Te diría que trabajar en ese medio gráfico me hizo ver muchas cosas. Yo pensaba: caramba, éstos no son mejores. Había un odio, un resentimiento recalcitrante, un gorilismo... te daban ganas de ser peronista. Cuando se publicó, en "La Prensa" hubo un silencio espantoso y eso que el narrador nunca dice nada, no toma partido. Por otro lado, tuvo críticas muy buenas, sobre todo de la izquierda peronista. Quien hizo una muy elogiosa fue Paco Urondo: "Recrea atmósferas sutiles una novela admirable", titula la nota.

¿Siempre supo que iba a escribir?

Escribí desde muy chico, siete u ocho años. La idea me fascinaba, quizás porque tenía un tío que era escritor y se hablaba de él en la familia con mucho respeto. Cuando murió, mi padre le compró a su viuda la biblioteca y yo tuve acceso a sus libros. Leí los clásicos españoles, a Pío Baroja, Benito Pérez Galdoz, y me resultaron fascinantes. Pero el gran descubrimiento fue Marcel Proust: entré a un mundo que me dejó fascinado. Me deslumbró el cuestionamiento que hace de la realidad, el juego de las ambigüedades, la memoria no voluntaria, la dimensión de eternidad.

Usted tradujo a Paul Verlaine.

Sí, traduje sus poemas eróticos y hubo quienes se escandalizaron muchísimo. "La Nación" opinó que nadie conocía ese aspecto de Verlaine y que no valía la pena mostrarlo. Lo mismo dijeron con respecto al libro postumo de Alejandra Pizarnik. Como si hubiera que mantener una imagen, reverenciar al escritor, en vez de leerlo.

De la idea de "leerlos", como usted subraya, nacieron sus "Escritos irreBerentes", donde cuestiona algunos aspectos de escritores como Borges, Bioy Casares, Octavio Paz, Lugones.

Sí, para mí ser reverente con un escritor es leerlo con actitud crítica. A Lugones, por ejemplo, me hubiera encantado poder preguntarle qué le pasó para escribir esas arengas ridículas que hacía antes de la caída del gobierno constitucional de Yrigoyen.
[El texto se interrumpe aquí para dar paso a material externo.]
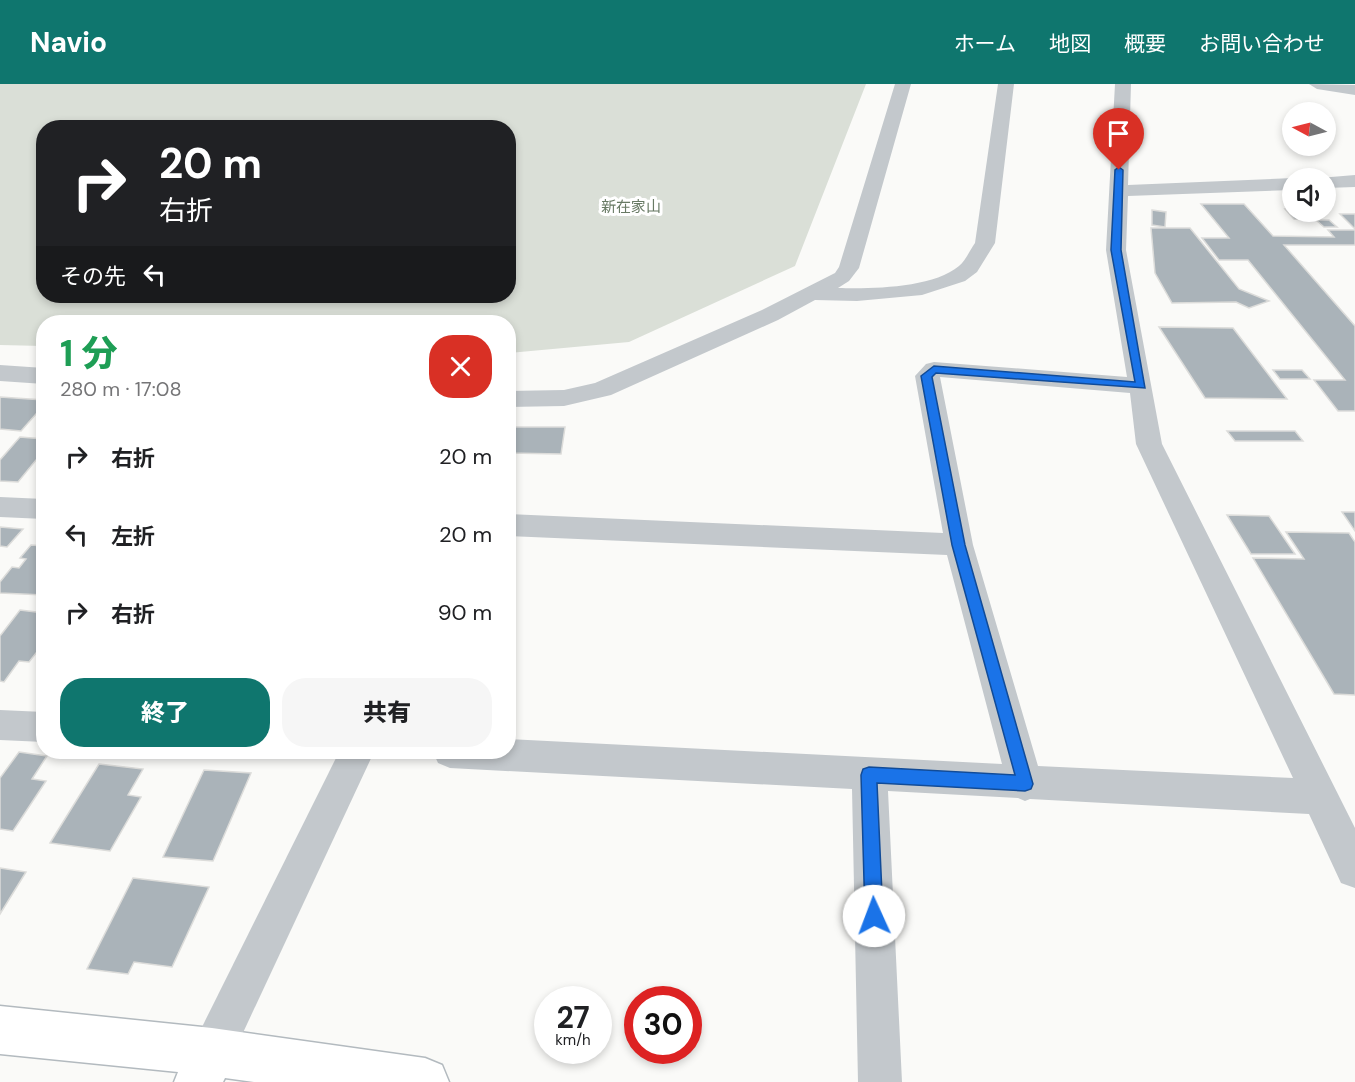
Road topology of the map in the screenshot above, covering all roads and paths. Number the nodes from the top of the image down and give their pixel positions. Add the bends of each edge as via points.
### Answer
1 (903, 84) edge
2 (1006, 84) edge
3 (1123, 84) edge
4 (1317, 84) edge
5 (1355, 90) edge
6 (1355, 181) edge
7 (1336, 182) edge
8 (1282, 184) edge
9 (1118, 191) junction
10 (812, 293) junction
11 (0, 374) edge
12 (36, 376) edge
13 (1142, 386) junction
14 (516, 399) edge
15 (0, 507) edge
16 (36, 509) edge
17 (516, 525) edge
18 (959, 545) junction
19 (0, 725) edge
20 (36, 727) edge
21 (516, 756) edge
22 (354, 759) edge
23 (869, 775) junction
24 (1025, 784) junction
25 (1319, 797) junction
26 (1355, 869) edge
27 (0, 1030) edge
28 (205, 1067) edge
29 (425, 1082) edge
30 (880, 1082) edge

1 - 10 street via 849,268 842,278
2 - 10 street via 985,243 970,268 958,277 922,289 857,295
3 - 9 street
4 - 5 street
6 - 7 street
8 - 9 street
9 - 13 street via 1116,250
10 - 14 street via 602,389 564,398
11 - 12 street
13 - 18 street via 934,369 927,376
13 - 25 street via 1149,444
15 - 16 street
17 - 18 street
18 - 24 street
19 - 20 street
21 - 23 street
22 - 28 street
23 - 24 street
23 - 30 street
24 - 25 street
25 - 26 street
27 - 28 street
28 - 29 street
Por otro lado, está el Lugones de "Los poemas del traspatio" o del "Romance del Río Seco" que son muy bellos. Cuando murió, Borges escribió en una nota de "Sur": "Vivo se lo juzgaba por el último artículo que consentía su mano, muerto tiene el derecho fúnebre de que se lo juzgue por sus obras más altas". Andá a decirle a Lugones que su aspecto ideológico era una pavada...

Es la clásica polémica entre literatura pura y literatura comprometida...

Sobre todo, en la tendenciosa crítica de los '60 y '70. Por ejemplo, refiriéndose a "La ciudad de los sueños", un crítico dijo: "Una novela se hace con palabras, no con ideas". Es decir, el escritor no tiene derecho a opinar. Ese concepto de que la literatura es una construcción exclusivamente verbal sin que se fije ningún pensamiento llevaron al auge de la novela experimental, de la pirotecnia verbal, como si el escritor fuera un especie de idiota que hace fuegos de artificios con palabras.

Para finalizar ¿hay algún escritor con el que se sienta en deuda?

Con los autores que me acompañan siempre, es decir, en deuda me siento con los que me han dado con su obra felicidad, como Ricardo Molinari o Carlos Mastronardi.